Verse 3 says that Jacob loved Joseph more than his other sons and for good reason. As recognition of his esteem Jacob gave Joseph a special tunic, the kind that was normally worn by princes and nobles. This gift signaled Jacob's intent to treat Joseph as if he were the first-born. These two events resulted in Joseph being hated by his brothers. Thus, hearing the dreams became the trigger for greater hatred and motivation for decisive action to make sure that Joseph would never have such power over them. So, the brothers, apparently led by the sons of Leah, first conspired to kill Joseph, and then finally agreed to sell him into slavery.

The sin of putting personal desires ahead of God's will as exhibited by Joseph's brothers repeatedly plagued the nation of Israel for centuries and eventually led to their exile in Babylon. After the return to the land spiritual danger arose again when the infamous King Antiochus forced Greek culture on Judea, desecrated the temple and demanded the Jews forget the laws of their God. Many Jews compromised their values to get along, but other Jews determined to stay faithful to God's commandments. In fact, it was during the days of the Maccabees that the term "Judaism" was coined to refer to a way of life devoted to observance of Torah commandments.

This conflict of values tore at the heart of Jewish culture. Fortunately, the warriors of righteousness led a successful rebellion against the tyranny of Antiochus. After the temple and the sacred flame were restored, the festival of dedication was established to give thanks annually for God's deliverance. Today Jewish custom stresses the miraculous military victory and miraculous supply of oil. I would say that greater than these miracles is the legacy of righteous Jews who stood faithful to God's Word in tough times.

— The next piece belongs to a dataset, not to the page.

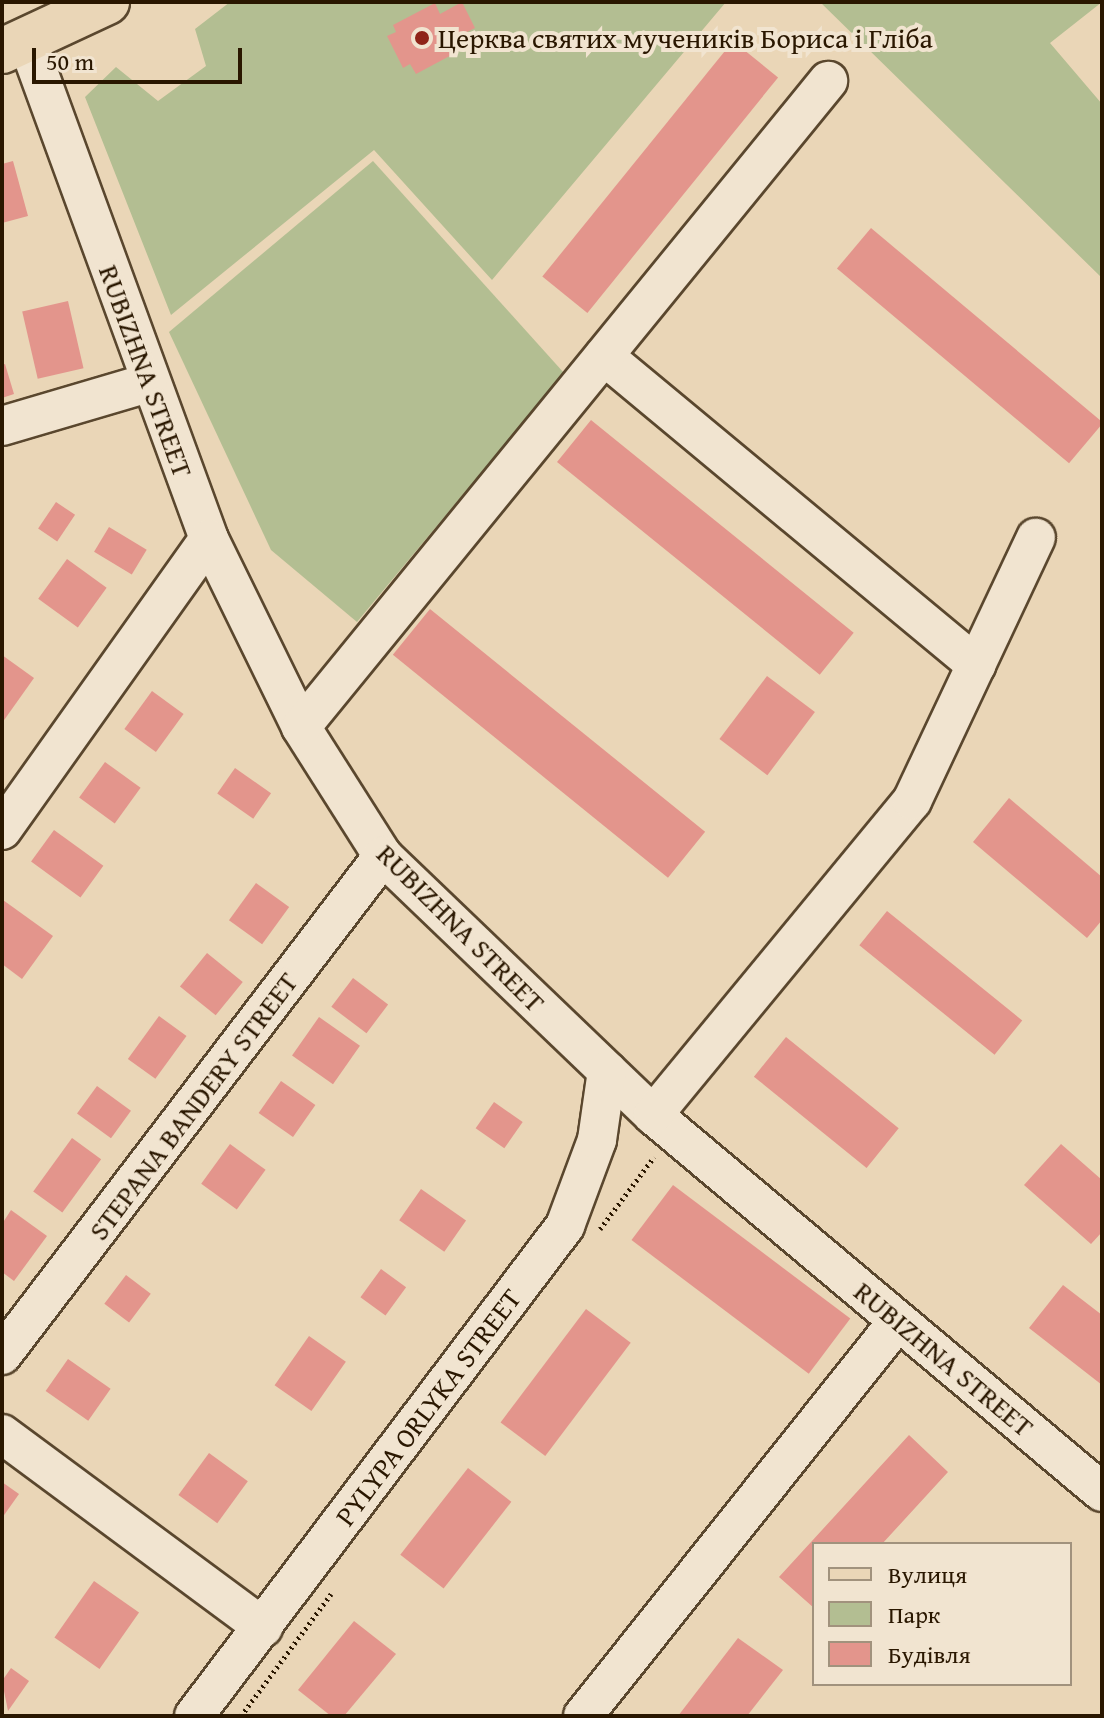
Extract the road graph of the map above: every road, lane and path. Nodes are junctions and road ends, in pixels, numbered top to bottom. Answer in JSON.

The Body of Messiah today faces the same menace of compromise. Those who seek to live godly in Yeshua are ridiculed in pop culture. We face pressures from various institutions and groups to revise our religious convictions. Let us not be among those that fall away from the faith for the sake of social approval. Rather, let us choose to pattern our lives according to the godly examples of Joseph and the Maccabees and rededicate ourselves to being lights of the Messiah in this dark world.